**The task**
Pick out and copy every line below that has the word "LAGOAS".

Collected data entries
***

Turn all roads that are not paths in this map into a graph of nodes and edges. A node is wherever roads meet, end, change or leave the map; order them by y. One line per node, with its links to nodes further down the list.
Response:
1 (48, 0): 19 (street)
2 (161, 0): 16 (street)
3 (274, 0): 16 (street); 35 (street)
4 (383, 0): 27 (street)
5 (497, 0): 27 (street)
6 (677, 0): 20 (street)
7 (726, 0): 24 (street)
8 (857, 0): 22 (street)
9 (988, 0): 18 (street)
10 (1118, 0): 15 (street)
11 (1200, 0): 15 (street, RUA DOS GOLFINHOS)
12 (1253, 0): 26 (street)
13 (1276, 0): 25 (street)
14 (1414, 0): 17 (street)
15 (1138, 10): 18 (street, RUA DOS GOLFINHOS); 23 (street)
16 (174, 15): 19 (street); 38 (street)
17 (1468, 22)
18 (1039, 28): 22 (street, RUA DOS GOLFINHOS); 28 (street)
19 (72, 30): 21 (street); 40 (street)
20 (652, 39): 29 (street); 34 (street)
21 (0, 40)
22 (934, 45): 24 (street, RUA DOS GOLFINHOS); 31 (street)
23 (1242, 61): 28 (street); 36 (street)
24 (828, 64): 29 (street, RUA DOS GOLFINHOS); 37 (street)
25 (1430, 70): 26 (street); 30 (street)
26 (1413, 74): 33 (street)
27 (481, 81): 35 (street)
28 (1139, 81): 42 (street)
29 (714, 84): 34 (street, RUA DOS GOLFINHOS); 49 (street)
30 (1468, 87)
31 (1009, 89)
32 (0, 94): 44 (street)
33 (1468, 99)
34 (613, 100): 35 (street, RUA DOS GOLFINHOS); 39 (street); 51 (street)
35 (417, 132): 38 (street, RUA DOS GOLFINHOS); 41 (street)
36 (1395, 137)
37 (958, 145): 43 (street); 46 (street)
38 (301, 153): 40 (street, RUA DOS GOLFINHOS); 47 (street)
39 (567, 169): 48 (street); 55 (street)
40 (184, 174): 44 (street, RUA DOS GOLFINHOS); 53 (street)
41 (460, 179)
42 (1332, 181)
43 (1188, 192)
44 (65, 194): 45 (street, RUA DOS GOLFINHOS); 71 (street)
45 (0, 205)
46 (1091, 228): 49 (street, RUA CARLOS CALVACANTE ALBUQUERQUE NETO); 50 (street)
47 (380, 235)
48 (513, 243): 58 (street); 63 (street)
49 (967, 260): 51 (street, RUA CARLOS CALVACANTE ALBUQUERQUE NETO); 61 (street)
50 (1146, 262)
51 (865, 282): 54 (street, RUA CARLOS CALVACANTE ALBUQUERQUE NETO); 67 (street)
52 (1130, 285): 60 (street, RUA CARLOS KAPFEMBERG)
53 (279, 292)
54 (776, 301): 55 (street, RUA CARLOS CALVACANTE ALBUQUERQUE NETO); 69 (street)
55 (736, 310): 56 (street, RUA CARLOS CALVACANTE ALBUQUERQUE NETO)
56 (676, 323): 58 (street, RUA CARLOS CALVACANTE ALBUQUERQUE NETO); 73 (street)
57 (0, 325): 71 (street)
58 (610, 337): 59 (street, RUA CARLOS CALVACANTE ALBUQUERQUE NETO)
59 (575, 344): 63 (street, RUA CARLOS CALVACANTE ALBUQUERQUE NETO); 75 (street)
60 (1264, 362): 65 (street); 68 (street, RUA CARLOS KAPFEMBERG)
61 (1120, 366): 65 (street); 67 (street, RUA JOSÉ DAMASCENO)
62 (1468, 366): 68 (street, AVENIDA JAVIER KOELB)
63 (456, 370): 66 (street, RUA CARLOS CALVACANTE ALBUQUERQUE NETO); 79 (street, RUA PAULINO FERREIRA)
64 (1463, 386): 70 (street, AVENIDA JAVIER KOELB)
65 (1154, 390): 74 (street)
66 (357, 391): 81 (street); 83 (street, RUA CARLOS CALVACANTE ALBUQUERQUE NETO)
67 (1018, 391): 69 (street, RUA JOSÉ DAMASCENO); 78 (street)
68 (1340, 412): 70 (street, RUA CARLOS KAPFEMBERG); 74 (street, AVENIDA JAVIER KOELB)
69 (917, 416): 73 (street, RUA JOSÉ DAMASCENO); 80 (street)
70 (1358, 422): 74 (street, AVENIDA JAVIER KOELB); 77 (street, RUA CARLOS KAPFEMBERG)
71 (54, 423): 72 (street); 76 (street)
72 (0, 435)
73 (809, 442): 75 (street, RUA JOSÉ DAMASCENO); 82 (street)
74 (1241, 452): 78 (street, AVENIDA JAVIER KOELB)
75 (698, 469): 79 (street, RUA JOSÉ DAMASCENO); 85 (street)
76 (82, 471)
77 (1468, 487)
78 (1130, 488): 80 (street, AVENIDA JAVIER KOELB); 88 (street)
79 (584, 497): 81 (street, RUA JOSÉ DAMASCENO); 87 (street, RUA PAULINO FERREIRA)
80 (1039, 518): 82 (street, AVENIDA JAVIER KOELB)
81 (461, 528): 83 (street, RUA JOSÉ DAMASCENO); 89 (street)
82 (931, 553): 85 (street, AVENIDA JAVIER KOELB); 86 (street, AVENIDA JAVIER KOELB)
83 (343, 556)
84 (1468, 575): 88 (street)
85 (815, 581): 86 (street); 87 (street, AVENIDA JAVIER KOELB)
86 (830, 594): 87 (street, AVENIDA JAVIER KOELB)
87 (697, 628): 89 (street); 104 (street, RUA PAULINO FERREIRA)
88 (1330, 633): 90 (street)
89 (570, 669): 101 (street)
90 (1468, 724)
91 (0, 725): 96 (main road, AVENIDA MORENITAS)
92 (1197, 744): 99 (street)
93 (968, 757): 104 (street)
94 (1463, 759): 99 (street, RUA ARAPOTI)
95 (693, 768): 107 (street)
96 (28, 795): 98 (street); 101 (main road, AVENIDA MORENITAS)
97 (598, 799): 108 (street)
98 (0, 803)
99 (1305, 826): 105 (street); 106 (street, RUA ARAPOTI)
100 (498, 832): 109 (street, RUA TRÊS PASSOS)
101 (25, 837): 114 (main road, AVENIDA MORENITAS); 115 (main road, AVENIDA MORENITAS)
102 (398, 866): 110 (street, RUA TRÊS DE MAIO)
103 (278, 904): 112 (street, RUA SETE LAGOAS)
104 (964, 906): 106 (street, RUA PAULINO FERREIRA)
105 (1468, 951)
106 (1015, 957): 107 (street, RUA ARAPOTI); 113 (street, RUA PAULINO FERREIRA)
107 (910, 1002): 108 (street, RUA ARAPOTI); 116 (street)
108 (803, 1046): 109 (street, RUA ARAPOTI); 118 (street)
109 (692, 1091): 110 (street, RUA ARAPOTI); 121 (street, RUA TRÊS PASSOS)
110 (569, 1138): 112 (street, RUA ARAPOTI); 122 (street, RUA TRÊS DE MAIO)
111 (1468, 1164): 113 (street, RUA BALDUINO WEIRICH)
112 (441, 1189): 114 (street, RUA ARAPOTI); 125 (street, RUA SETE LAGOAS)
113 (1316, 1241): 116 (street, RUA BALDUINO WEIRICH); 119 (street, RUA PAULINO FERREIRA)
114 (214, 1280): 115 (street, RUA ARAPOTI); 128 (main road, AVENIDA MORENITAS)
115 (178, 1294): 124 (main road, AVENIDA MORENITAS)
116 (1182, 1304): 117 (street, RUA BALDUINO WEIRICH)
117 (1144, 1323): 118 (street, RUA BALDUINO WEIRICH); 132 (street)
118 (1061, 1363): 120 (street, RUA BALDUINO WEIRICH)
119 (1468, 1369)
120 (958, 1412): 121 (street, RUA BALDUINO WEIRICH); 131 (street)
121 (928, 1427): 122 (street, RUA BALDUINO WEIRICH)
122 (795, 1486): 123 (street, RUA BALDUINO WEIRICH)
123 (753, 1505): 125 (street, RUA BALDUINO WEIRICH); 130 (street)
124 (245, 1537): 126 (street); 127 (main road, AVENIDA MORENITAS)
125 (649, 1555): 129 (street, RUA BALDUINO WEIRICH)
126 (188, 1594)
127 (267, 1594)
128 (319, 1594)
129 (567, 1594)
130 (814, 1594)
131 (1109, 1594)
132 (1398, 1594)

***

**Task solution**
103 (278, 904): 112 (street, RUA SETE LAGOAS)
112 (441, 1189): 114 (street, RUA ARAPOTI); 125 (street, RUA SETE LAGOAS)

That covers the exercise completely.